Wiener Melange statt Küstennebel
Am 26. März 2023 fand das vierte Konzert der Reihe CLASSIC LIGHT mit dem Titel WIENER MELANGE im Volkstheater Rostock statt. Das Konzert war schon im Januar 2023 ausverkauft. Es moderierte der Chefdirigent Prof. Marcus Bosch und die musikalische Leitung hatten drei Studierende seiner Dirigierklasse der HMT München. Es ist erstaunlich wie souverän und auch klanglich unterschiedlich die Studierenden die Norddeutsche Philharmonie Rostock führten. In seiner Moderation bat Prof. Marcus Bosch das Rostocker Publikum, einen Wunschzettel für das nächste Konzert dieser Reihe schriftlich abzugeben. Eine schöne Geste, die die Bindung zwischen Haus und Publikum fördert. So erklärt sich auch das volle Haus.
Beginnen möchte ich mit Katharina Poppe. Sie dirigierte Mozarts Ouvertüre zu „Die Entführung aus dem Serail“ und Suppès Ouvertüre zu „Dichter und Bauer“. Bosch führte aus, dass inzwischen bereits 38 Prozent der Dirigierstudenten Frauen sind und so langsam die männliche Domäne des Pultes gleichberechtigt besetzt werde. Ihr gleichwertig war Danyil Illkiv. Er präsentierte Schuberts Ouvertüre zu „Rosamunde“ und die Ouvertüre von J. Strauß zu „Der Zigeunerbaron“.

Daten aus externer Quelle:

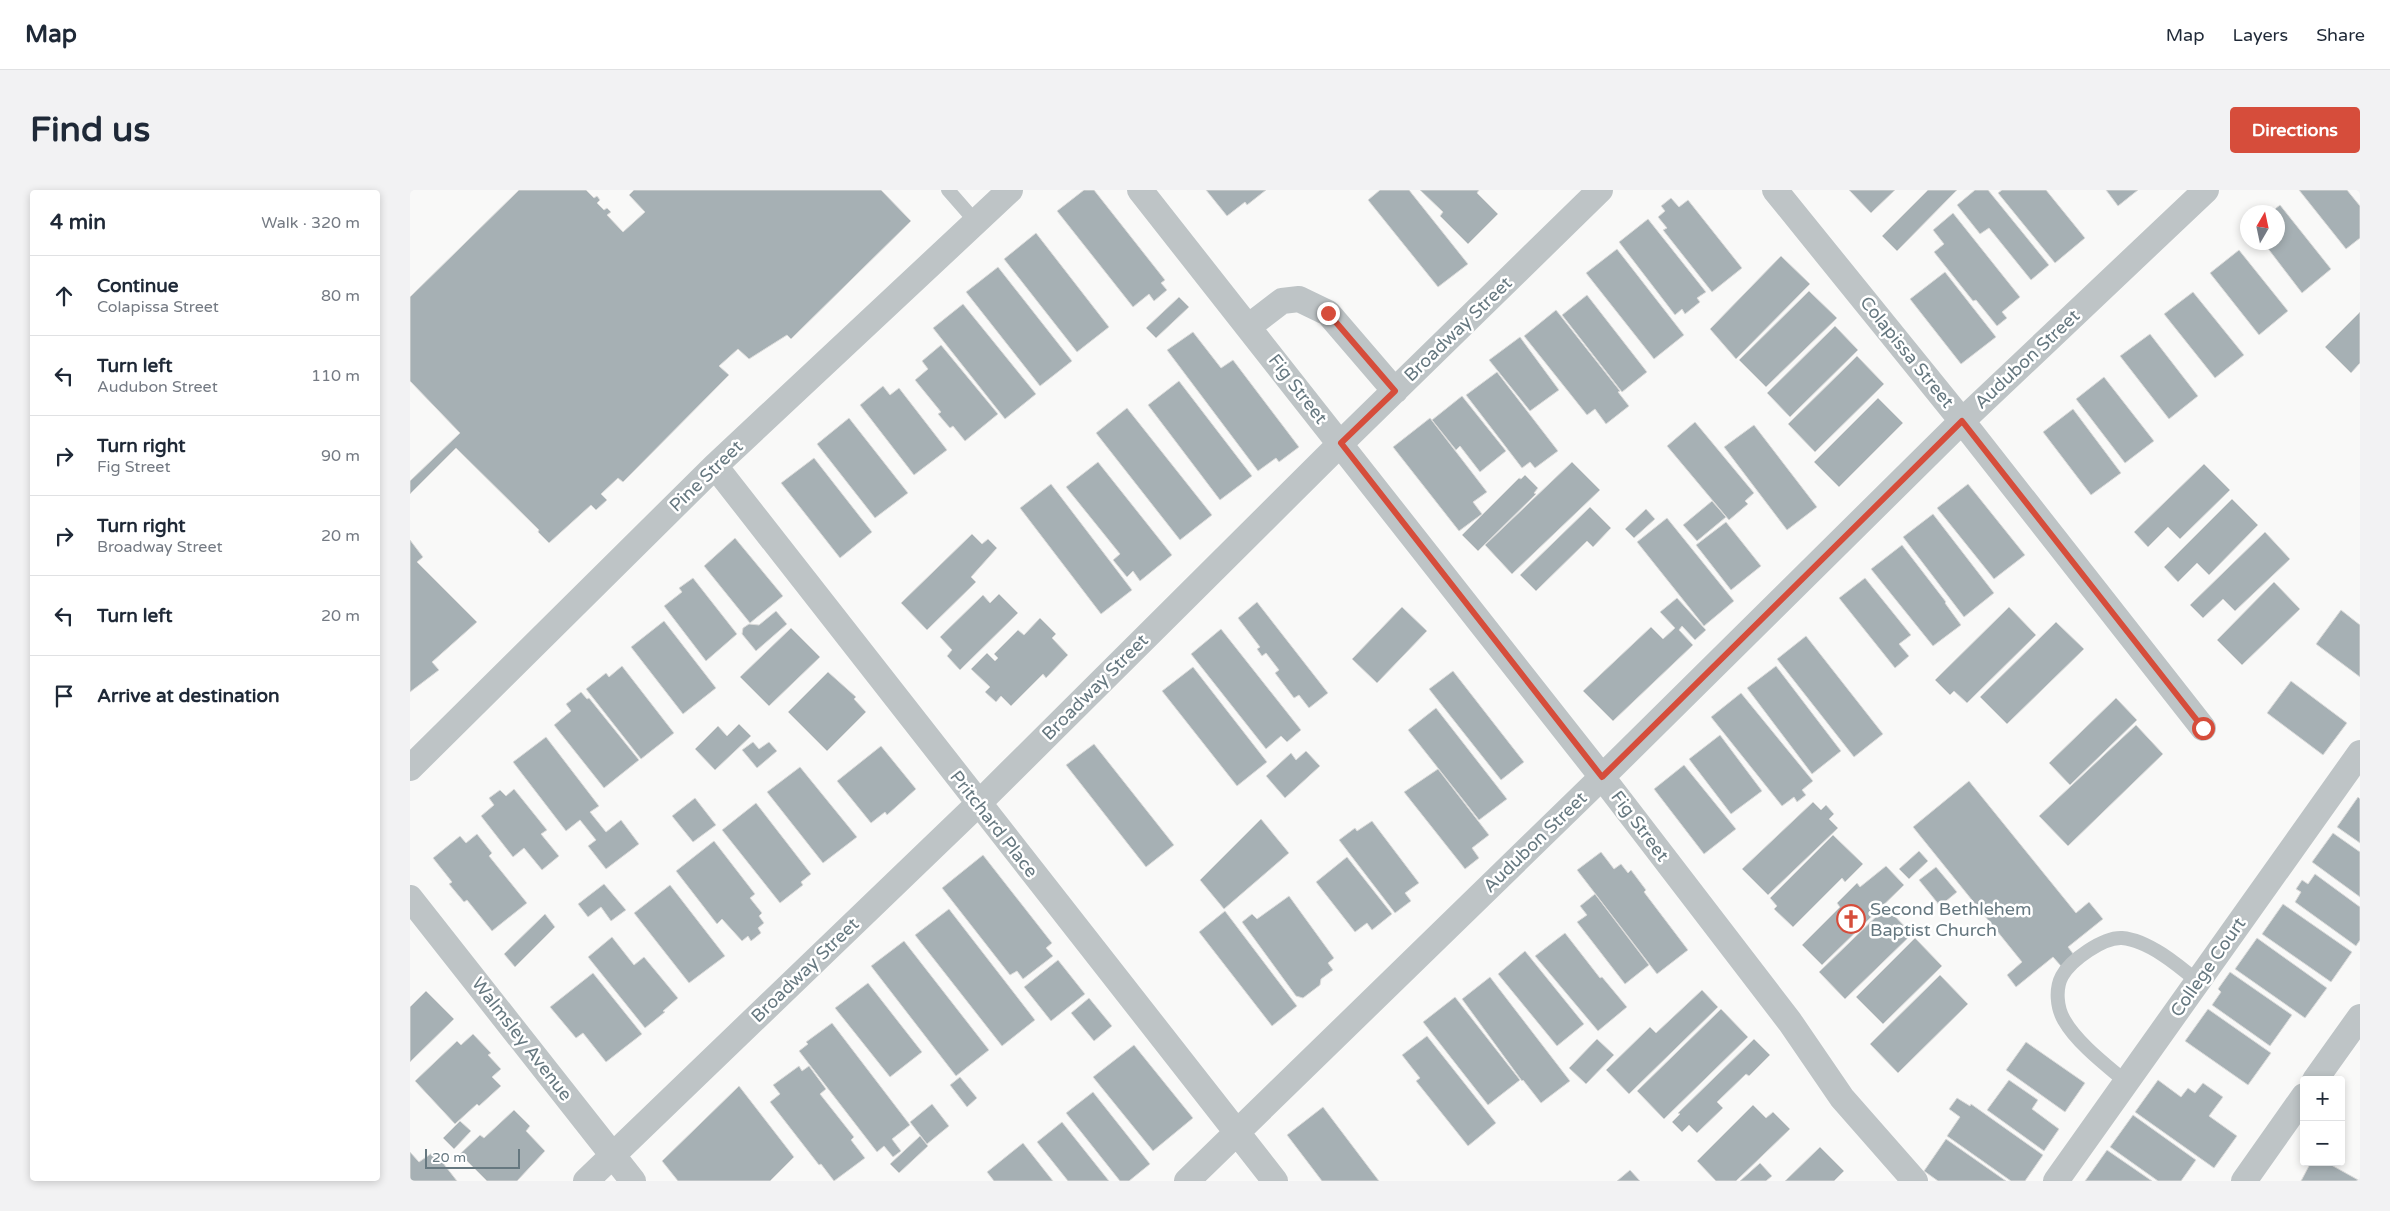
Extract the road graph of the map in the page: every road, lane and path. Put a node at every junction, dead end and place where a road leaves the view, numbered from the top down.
1 (948, 190) edge
2 (1010, 190) edge
3 (1140, 190) edge
4 (1600, 190) edge
5 (1775, 190) edge
6 (2206, 190) edge
7 (976, 222) junction
8 (1248, 326) junction
9 (1395, 391) junction
10 (1962, 421) junction
11 (1341, 443) junction
12 (715, 466) junction
13 (2203, 728) dead end
14 (2360, 753) edge
15 (410, 768) edge
16 (1602, 777) junction
17 (978, 804) junction
18 (410, 898) edge
19 (2197, 981) junction
20 (2360, 1017) edge
21 (2318, 1076) edge
22 (2126, 1082) junction
23 (2300, 1102) edge
24 (1237, 1132) junction
25 (612, 1154) junction
26 (586, 1181) edge
27 (633, 1181) edge
28 (1187, 1181) edge
29 (1275, 1181) edge
30 (1916, 1181) edge
31 (2056, 1181) edge
32 (2244, 1181) edge

1 - 7 lane
2 - 7 street, Pine Street
3 - 8 street, Fig Street
4 - 9 street, Broadway Street
5 - 10 street, Colapissa Street
6 - 10 street, Audubon Street
7 - 12 street, Pine Street
8 - 9 street
8 - 11 street, Fig Street
9 - 11 street, Broadway Street
10 - 13 street, Colapissa Street
10 - 16 street, Audubon Street
11 - 16 street, Fig Street
11 - 17 street, Broadway Street
12 - 15 street, Pine Street
12 - 17 street, Pritchard Place
14 - 19 street, College Court
16 - 24 street, Audubon Street
16 - 30 street, Fig Street
17 - 24 street, Pritchard Place
17 - 25 street, Broadway Street
18 - 25 street, Walmsley Avenue
19 - 22 street, College Court
19 - 22 lane
20 - 21 street
22 - 31 street, College Court
23 - 32 street
24 - 28 street, Audubon Street
24 - 29 street, Pritchard Place
25 - 26 street, Broadway Street
25 - 27 street, Walmsley Avenue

Kuan-Ju Lin drückte der Saal am Sonntagnachmittag spürbar die Daumen. Mit seinem Dirigat legte er auch seine Bachelorprüfung erfolgreich ab. Neben Lehárs Walzer „Gold und Silber“ op. 79 und Dvořáks Sinfonie Nr. 8 G-Dur op. 88 (Auszüge) musste er auch die Orchesterlieder von Oliver Gruhn „Schmetterlinge im Spätsommer“, „Nächtlicher Regen“ aus „Sommerliebe“, sowie „Morgen!“ op.27/4 von R. Strauss interpretieren. Mit einem wohlig warmen Timbre sang die Sopranisten Diana Schnürpel. Ihr gelang mit ihrer außergewöhnlichen Stimme eine tief berührende Liedgestaltung. Einige „Brava“- Rufe waren ihr Dank.

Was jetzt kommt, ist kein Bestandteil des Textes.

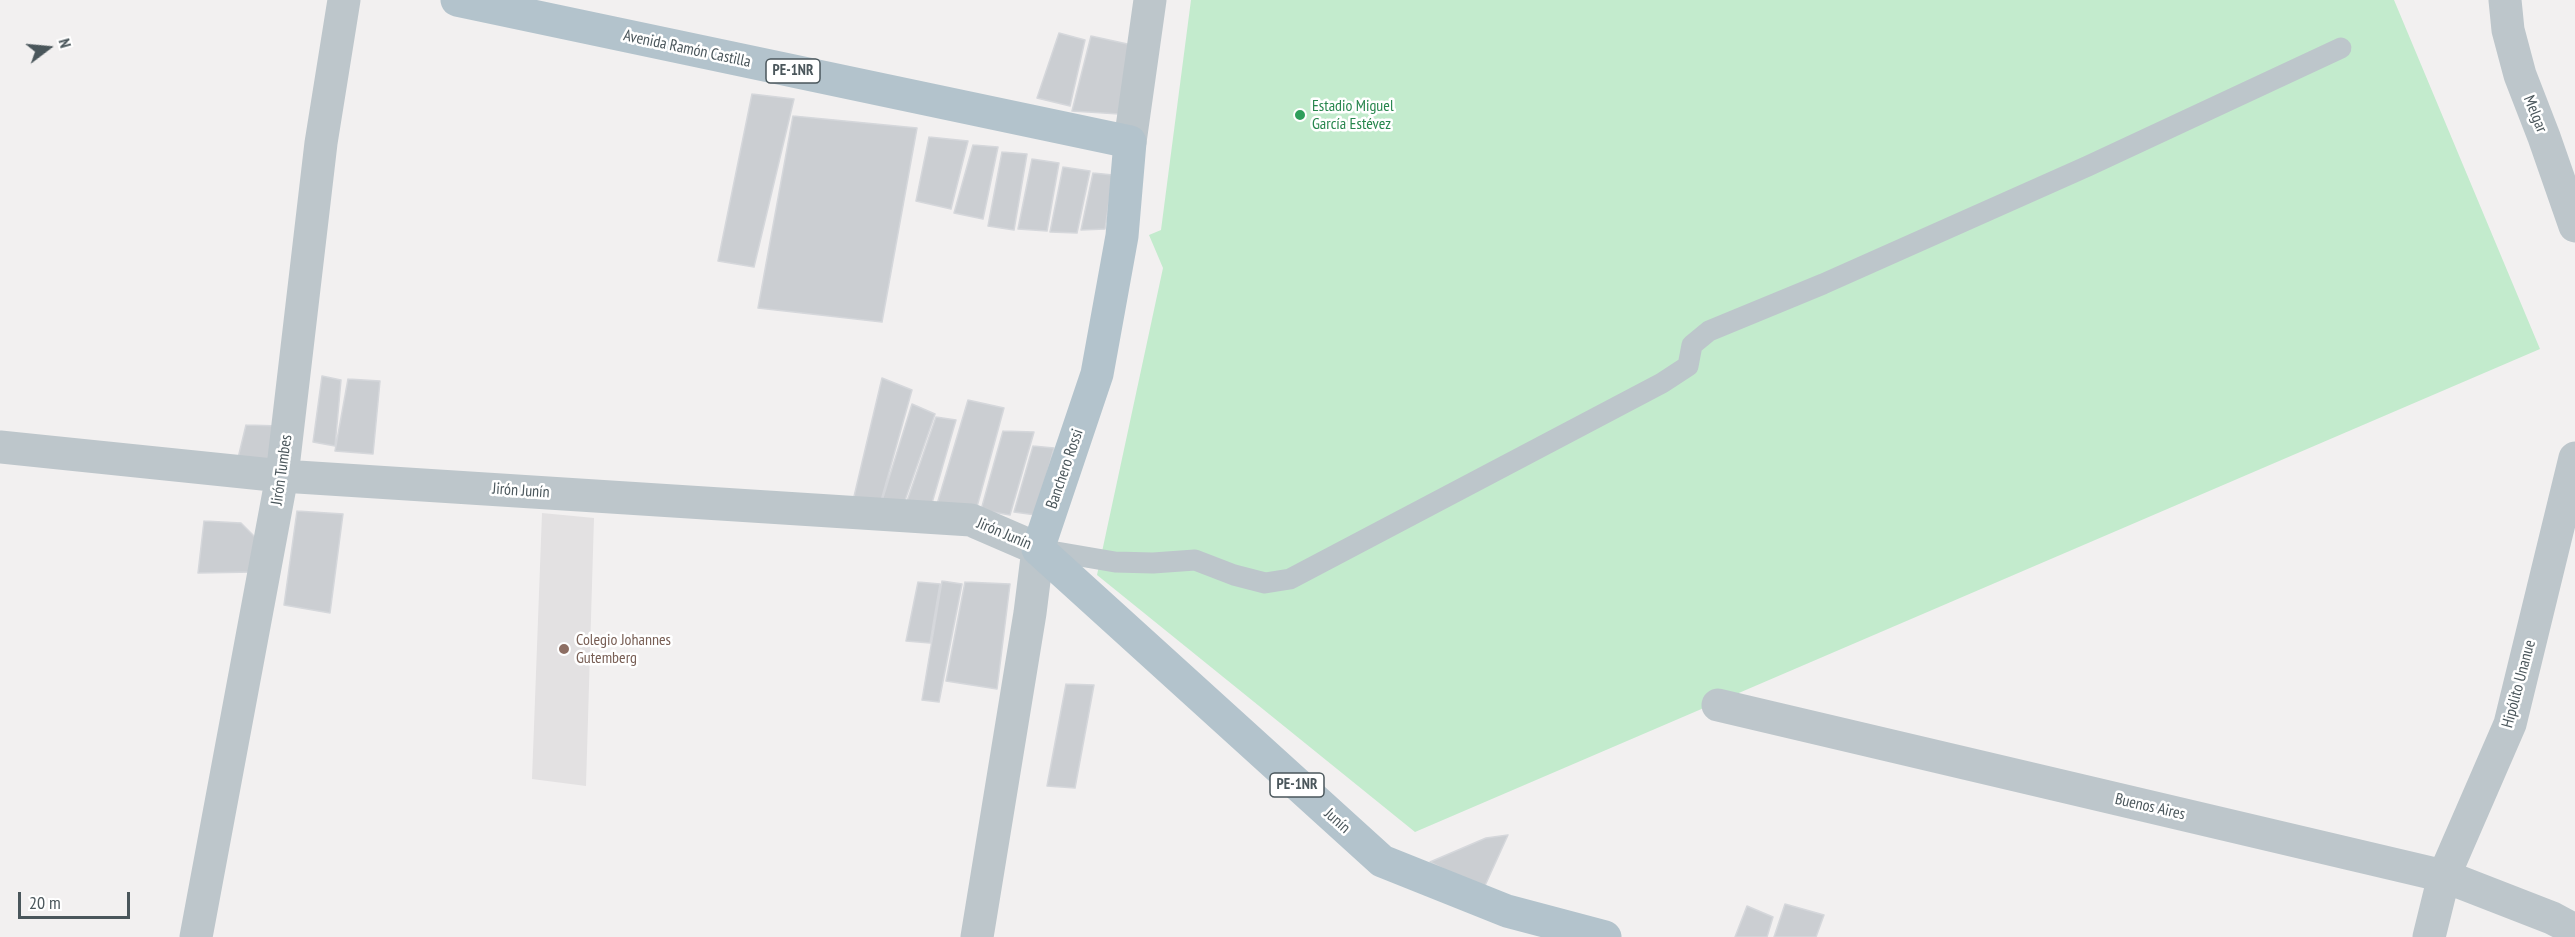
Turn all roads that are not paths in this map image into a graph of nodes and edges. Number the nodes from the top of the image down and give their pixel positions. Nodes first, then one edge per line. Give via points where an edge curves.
1 (344, 0) edge
2 (457, 0) edge
3 (1150, 0) edge
4 (2505, 0) edge
5 (2341, 48) dead end
6 (1130, 142) junction
7 (2575, 226) edge
8 (0, 447) edge
9 (2575, 458) edge
10 (282, 476) junction
11 (1038, 549) junction
12 (1718, 705) dead end
13 (2444, 876) junction
14 (2575, 930) edge
15 (196, 937) edge
16 (977, 937) edge
17 (1605, 937) edge
18 (2429, 937) edge

1 - 10 street, Jirón Tumbes via 321,143
2 - 6 main road, Avenida Ramón Castilla / PE-1NR
3 - 6 street, Banchero Rossi
4 - 7 street, Melgar via 2520,75
5 - 11 lane via 2078,171 1709,331 1692,345 1688,366 1662,383 1290,579 1265,583 1195,560 1115,562
6 - 11 main road, Banchero Rossi via 1122,236 1097,374
8 - 10 street, Jirón Junín
9 - 13 street, Hipólito Unanue via 2510,724
10 - 11 street, Jirón Junín via 971,520
10 - 15 street, Jirón Tumbes
11 - 16 street, Banchero Rossi
11 - 17 main road, Junín / PE-1NR via 1382,861 1507,911
12 - 13 street, Buenos Aires
13 - 14 street, Buenos Aires
13 - 18 street, Hipólito Unanue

Eine besondere Freude war es, die Orchesterlieder von Gruhn zu hören. Seine Lieder sind nach Gedichten komponiert, die Hermann Hesse im Sommer 1933 schrieb. Die Gedichte spiegeln eine Zeit, die große Unsicherheit und dunkle Vorahnungen in sich barg. Der arkadische Gedanke, die Hoffnung auf einen Ort und eine Zeit voller innerer Ruhe, Frieden und Schönheit sind ein zentrales Bild gerade des Liedes „Schmetterlinge im Spätsommer“. 90 Jahre später sind diese Gedanken wieder sehr aktuell. Das Ziel von Gruhn war es aus der Emotionalität dieser Gedanken heraus und in Verbindung mit den Sehnsüchten der Zeit eine beseelte Musik zu schreiben sowie diese Gedanken in die heutige Zeit weiterzutragen.

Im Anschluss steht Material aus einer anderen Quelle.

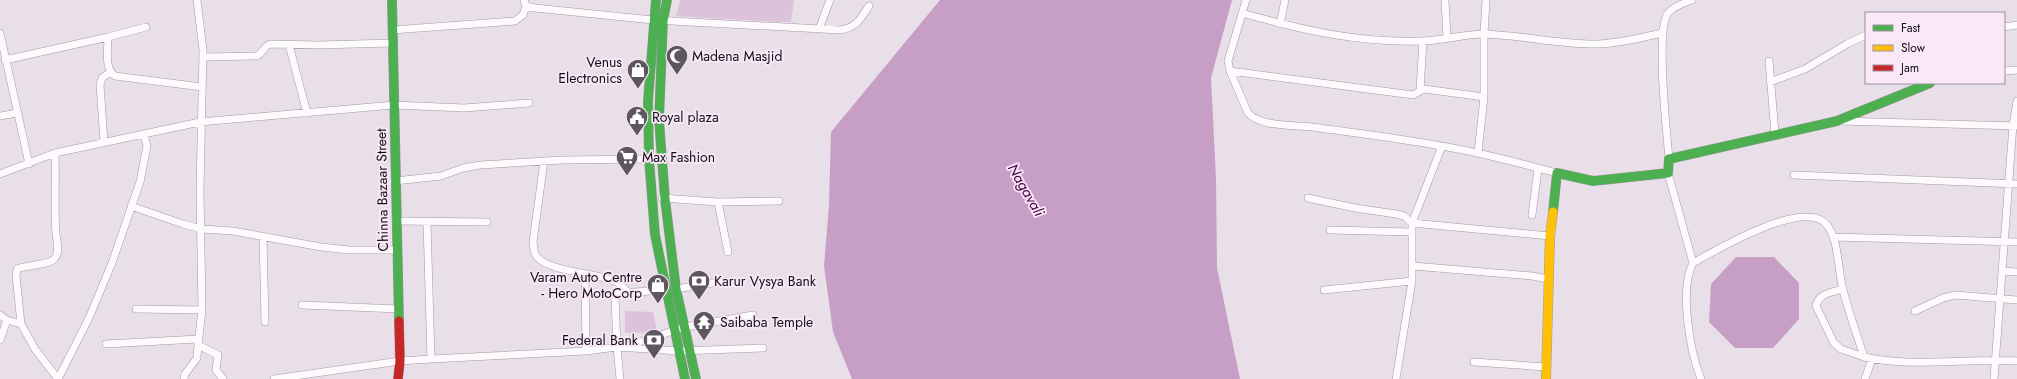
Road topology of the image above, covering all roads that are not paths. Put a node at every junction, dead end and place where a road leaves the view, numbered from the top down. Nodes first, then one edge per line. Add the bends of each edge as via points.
1 (197, 0) edge
2 (392, 0) edge
3 (656, 0) edge
4 (667, 0) edge
5 (830, 0) edge
6 (1246, 0) edge
7 (1285, 0) edge
8 (1445, 0) edge
9 (1486, 0) edge
10 (1692, 0) edge
11 (525, 3) edge
12 (869, 6) dead end
13 (1242, 13) junction
14 (658, 20) junction
15 (1280, 24) junction
16 (2017, 25) edge
17 (146, 26) dead end
18 (2005, 27) edge
19 (819, 29) junction
20 (392, 30) junction
21 (0, 33) edge
22 (1662, 33) junction
23 (1484, 34) junction
24 (1865, 35) edge
25 (108, 37) junction
26 (1446, 38) junction
27 (1423, 41) junction
28 (392, 43) junction
29 (289, 45) junction
30 (203, 56) junction
31 (5, 60) junction
32 (1769, 61) dead end
33 (4, 70) edge
34 (2017, 70) edge
35 (2005, 71) edge
36 (110, 72) junction
37 (1230, 72) junction
38 (1770, 82) junction
39 (1928, 84) edge
40 (202, 87) junction
41 (1420, 90) junction
42 (1484, 97) junction
43 (2017, 100) edge
44 (529, 103) dead end
45 (394, 105) junction
46 (17, 113) junction
47 (308, 113) junction
48 (0, 116) edge
49 (1837, 121) junction
50 (200, 122) junction
51 (2015, 126) edge
52 (1775, 134) junction
53 (144, 135) junction
54 (104, 142) junction
55 (1442, 146) junction
56 (55, 153) junction
57 (1478, 153) junction
58 (2014, 157) edge
59 (649, 159) junction
60 (1669, 160) junction
61 (544, 161) junction
62 (29, 164) junction
63 (1538, 169) junction
64 (1557, 173) junction
65 (1668, 173) junction
66 (0, 174) edge
67 (1794, 175) dead end
68 (395, 181) junction
69 (2008, 183) junction
70 (2017, 184) edge
71 (652, 197) junction
72 (1308, 198) dead end
73 (665, 199) junction
74 (779, 201) dead end
75 (718, 202) junction
76 (131, 206) junction
77 (1532, 215) dead end
78 (396, 222) junction
79 (427, 222) junction
80 (487, 222) dead end
81 (1412, 223) junction
82 (202, 228) junction
83 (1330, 230) dead end
84 (1412, 232) junction
85 (263, 236) junction
86 (1550, 236) junction
87 (1833, 237) junction
88 (2005, 241) junction
89 (2017, 242) edge
90 (397, 250) junction
91 (728, 252) dead end
92 (1693, 264) junction
93 (1413, 266) junction
94 (2002, 271) junction
95 (2017, 272) edge
96 (585, 275) junction
97 (1548, 279) junction
98 (724, 281) dead end
99 (1412, 282) junction
100 (1842, 289) junction
101 (672, 290) junction
102 (1324, 290) dead end
103 (629, 292) junction
104 (2000, 299) junction
105 (2017, 300) edge
106 (302, 305) dead end
107 (136, 309) dead end
108 (399, 309) junction
109 (202, 310) junction
110 (1915, 311) dead end
111 (0, 315) edge
112 (753, 315) dead end
113 (7, 320) junction
114 (265, 322) dead end
115 (22, 324) junction
116 (685, 327) junction
117 (675, 330) junction
118 (0, 340) edge
119 (198, 342) junction
120 (106, 344) dead end
121 (620, 347) junction
122 (763, 348) dead end
123 (690, 350) junction
124 (586, 351) junction
125 (679, 351) junction
126 (1864, 357) junction
127 (431, 359) junction
128 (1872, 359) junction
129 (1994, 360) junction
130 (400, 361) junction
131 (2017, 361) edge
132 (1474, 362) dead end
133 (1546, 368) junction
134 (58, 379) edge
135 (184, 379) edge
136 (223, 379) edge
137 (274, 379) edge
138 (398, 379) edge
139 (620, 379) edge
140 (685, 379) edge
141 (696, 379) edge
142 (1396, 379) edge
143 (1546, 379) edge
144 (1701, 379) edge
145 (1865, 379) edge
146 (1994, 379) edge

1 - 30 street
2 - 20 street, Chinna Bazaar Street
3 - 14 street
4 - 14 street
5 - 19 street
6 - 13 street
7 - 15 street
8 - 26 street
9 - 23 street
10 - 22 street via 1668,13
11 - 14 street via 535,8
11 - 20 street via 523,15 515,21
12 - 19 street via 857,24 850,28
13 - 15 street
13 - 37 street via 1230,51
14 - 19 street
14 - 59 street via 648,101
14 - 73 street via 659,120
15 - 27 street via 1347,38
16 - 18 street
17 - 25 street
20 - 28 street, Chinna Bazaar Street
21 - 31 street
22 - 23 street via 1598,44
22 - 60 street
23 - 26 street
23 - 42 street
24 - 38 street via 1805,69
25 - 31 street
25 - 36 street
26 - 27 street
27 - 41 street
28 - 29 street
28 - 45 street, Chinna Bazaar Street
29 - 30 street via 266,46 257,56
29 - 47 street
30 - 40 street
31 - 33 street
32 - 38 street
33 - 46 street
34 - 35 street
36 - 40 street via 115,76
36 - 54 street via 102,78 100,85
37 - 41 street via 1413,95 1418,94
37 - 55 street via 1248,113 1260,122
38 - 52 street
39 - 49 street
40 - 50 street
41 - 42 street
42 - 57 street
43 - 51 street
44 - 45 street via 464,108
45 - 47 street
45 - 68 street, Chinna Bazaar Street
46 - 48 street
46 - 62 street
47 - 50 street
49 - 51 street
49 - 52 street
50 - 53 street
50 - 82 street
51 - 58 street
52 - 60 street
53 - 54 street
53 - 76 street via 147,146 145,162
54 - 56 street
55 - 57 street
55 - 81 street
56 - 62 street
56 - 115 street via 58,251 50,262 17,269
57 - 63 street
58 - 69 street
59 - 61 street
59 - 71 street
60 - 65 street
61 - 68 street via 480,165 441,176
61 - 96 street via 533,242 534,253 538,259 547,263
62 - 66 street
63 - 64 street
63 - 77 street
64 - 65 street via 1593,181
64 - 86 street
65 - 92 street
67 - 69 street
68 - 78 street, Chinna Bazaar Street
69 - 70 street
69 - 88 street
71 - 73 street
71 - 101 street via 654,235
72 - 81 street via 1396,214 1404,216
73 - 75 street
73 - 101 street
74 - 75 street
75 - 91 street
76 - 82 street
76 - 134 street via 104,282 76,346
78 - 79 street
78 - 90 street, Chinna Bazaar Street
79 - 80 street
79 - 127 street
81 - 84 street
81 - 86 street
82 - 85 street
82 - 109 street
83 - 84 street
84 - 93 street
85 - 90 street via 349,250
85 - 114 street
86 - 97 street
87 - 88 street
87 - 92 street via 1827,225 1818,219 1786,219
87 - 100 street
88 - 89 street
88 - 94 street
90 - 108 street, Chinna Bazaar Street
92 - 144 street via 1688,272 1686,301 1695,365
93 - 97 street
93 - 99 street
94 - 95 street
94 - 104 street
96 - 103 street via 615,281
96 - 124 street
97 - 133 street
98 - 101 street
99 - 102 street
99 - 142 street
100 - 126 street
100 - 126 street via 1822,296 1817,300 1816,306 1834,343 1841,349
101 - 103 street
101 - 116 street
101 - 117 street
103 - 121 street via 618,293 615,298
104 - 105 street
104 - 110 street via 1955,295
104 - 129 street
106 - 108 street
107 - 109 street
108 - 130 street, Chinna Bazaar Street
109 - 119 street
111 - 113 street
112 - 116 street
113 - 115 street
113 - 118 street
115 - 134 street via 35,349
116 - 117 street
116 - 123 street
117 - 121 street
117 - 125 street
119 - 120 street
119 - 135 street via 197,358
119 - 136 street via 218,354 216,370
121 - 124 street
121 - 125 street
121 - 139 street
122 - 123 street
123 - 125 street
123 - 141 street
124 - 127 street
125 - 140 street
126 - 128 street
127 - 130 street
128 - 129 street via 1919,363
128 - 145 street
129 - 131 street
129 - 146 street
130 - 137 street
130 - 138 street, Chinna Bazaar Street
132 - 133 street
133 - 143 street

Kuan-Ju Lin hatte somit auch die Aufgabe einen zeitgenössischen Komponisten zu interpretieren. Also keine leichte Aufgabe, gibt es doch keinen Vergleich, aber er konnte sich mit dem Komponisten Gruhn austauschen, der seinerseits auch Musiker des Orchesters ist. Der musikalische Fluss war unbeschreiblich, Kuan-Ju Lin hat wirklich ein gutes musikalisches Gespür und holte wunderschöne Klangfarben aus dem Orchester. Die Balance gerade auch bei „Morgen!“ ging unter die Haut. Schon fast eine kleine Frechheit seiner jungen Jahre, wie er das Orchester zum Piano zwang und so einen kleinen musikalischen Leckerbissen anrichtete. Halt eine Wiener Melange und kein Küstennebel.
Das Publikum war begeistert, dankte mit langanhaltendem Applaus und wenn ich auch einen Musikwunsch abgeben dürfte, dann wären es weitere Orchesterlieder von Oliver Gruhn.